Exercise details ->
Where in the entries below does "nodes" appear? Copy every line that has it.

Segment Start: Records for this task

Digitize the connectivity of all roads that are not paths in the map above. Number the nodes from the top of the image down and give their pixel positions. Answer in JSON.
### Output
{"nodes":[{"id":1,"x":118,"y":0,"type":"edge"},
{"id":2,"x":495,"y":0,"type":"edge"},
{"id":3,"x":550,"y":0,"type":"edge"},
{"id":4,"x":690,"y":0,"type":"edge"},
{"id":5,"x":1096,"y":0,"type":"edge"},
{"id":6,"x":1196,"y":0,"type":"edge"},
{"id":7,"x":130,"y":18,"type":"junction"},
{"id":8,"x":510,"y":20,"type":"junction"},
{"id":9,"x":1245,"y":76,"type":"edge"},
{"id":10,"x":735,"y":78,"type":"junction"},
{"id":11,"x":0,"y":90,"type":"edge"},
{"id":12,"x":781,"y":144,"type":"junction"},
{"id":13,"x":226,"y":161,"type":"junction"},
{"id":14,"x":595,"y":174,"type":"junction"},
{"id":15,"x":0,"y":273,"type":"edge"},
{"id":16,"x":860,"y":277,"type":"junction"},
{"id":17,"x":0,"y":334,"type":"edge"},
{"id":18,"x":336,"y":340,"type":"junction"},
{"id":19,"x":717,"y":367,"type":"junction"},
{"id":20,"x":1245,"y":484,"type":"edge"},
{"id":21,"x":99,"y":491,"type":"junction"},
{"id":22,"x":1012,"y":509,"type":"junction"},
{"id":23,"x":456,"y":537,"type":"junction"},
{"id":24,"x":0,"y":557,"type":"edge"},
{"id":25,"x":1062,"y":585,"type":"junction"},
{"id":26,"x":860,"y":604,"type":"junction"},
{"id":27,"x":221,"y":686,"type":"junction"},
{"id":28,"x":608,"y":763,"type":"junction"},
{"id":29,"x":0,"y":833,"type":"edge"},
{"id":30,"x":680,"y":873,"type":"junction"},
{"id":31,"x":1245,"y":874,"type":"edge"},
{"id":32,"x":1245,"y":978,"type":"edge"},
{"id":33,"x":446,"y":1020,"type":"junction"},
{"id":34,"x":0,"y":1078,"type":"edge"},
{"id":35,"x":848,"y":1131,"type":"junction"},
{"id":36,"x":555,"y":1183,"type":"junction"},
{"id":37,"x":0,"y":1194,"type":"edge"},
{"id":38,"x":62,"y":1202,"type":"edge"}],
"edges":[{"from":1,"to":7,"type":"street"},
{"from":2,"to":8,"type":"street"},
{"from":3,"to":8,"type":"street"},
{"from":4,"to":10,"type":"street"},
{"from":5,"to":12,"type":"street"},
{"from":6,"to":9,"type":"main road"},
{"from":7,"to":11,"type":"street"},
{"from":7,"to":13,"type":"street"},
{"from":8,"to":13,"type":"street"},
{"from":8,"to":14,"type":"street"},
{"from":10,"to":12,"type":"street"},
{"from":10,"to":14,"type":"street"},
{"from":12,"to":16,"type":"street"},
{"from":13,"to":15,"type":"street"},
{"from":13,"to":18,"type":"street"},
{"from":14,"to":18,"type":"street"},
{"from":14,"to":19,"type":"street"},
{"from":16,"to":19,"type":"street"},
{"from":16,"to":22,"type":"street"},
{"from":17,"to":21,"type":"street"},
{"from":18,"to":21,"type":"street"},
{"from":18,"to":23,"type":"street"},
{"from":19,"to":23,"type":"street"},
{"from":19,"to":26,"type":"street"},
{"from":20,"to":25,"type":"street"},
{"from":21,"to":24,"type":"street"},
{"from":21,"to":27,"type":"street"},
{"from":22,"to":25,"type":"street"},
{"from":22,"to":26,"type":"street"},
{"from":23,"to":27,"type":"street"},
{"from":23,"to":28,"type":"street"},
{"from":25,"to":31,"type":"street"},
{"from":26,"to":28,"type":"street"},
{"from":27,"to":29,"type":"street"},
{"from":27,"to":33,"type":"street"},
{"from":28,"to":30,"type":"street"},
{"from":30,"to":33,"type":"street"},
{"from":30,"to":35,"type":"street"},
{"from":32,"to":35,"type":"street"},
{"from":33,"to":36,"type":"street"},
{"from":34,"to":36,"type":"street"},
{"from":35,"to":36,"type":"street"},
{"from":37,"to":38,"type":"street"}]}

Segment End: Records for this task

Response to this exercise ->
Digitize the connectivity of all roads that are not paths in the map above. Number the nodes from the top of the image down and give their pixel positions. Answer in JSON.
{"nodes":[{"id":1,"x":118,"y":0,"type":"edge"},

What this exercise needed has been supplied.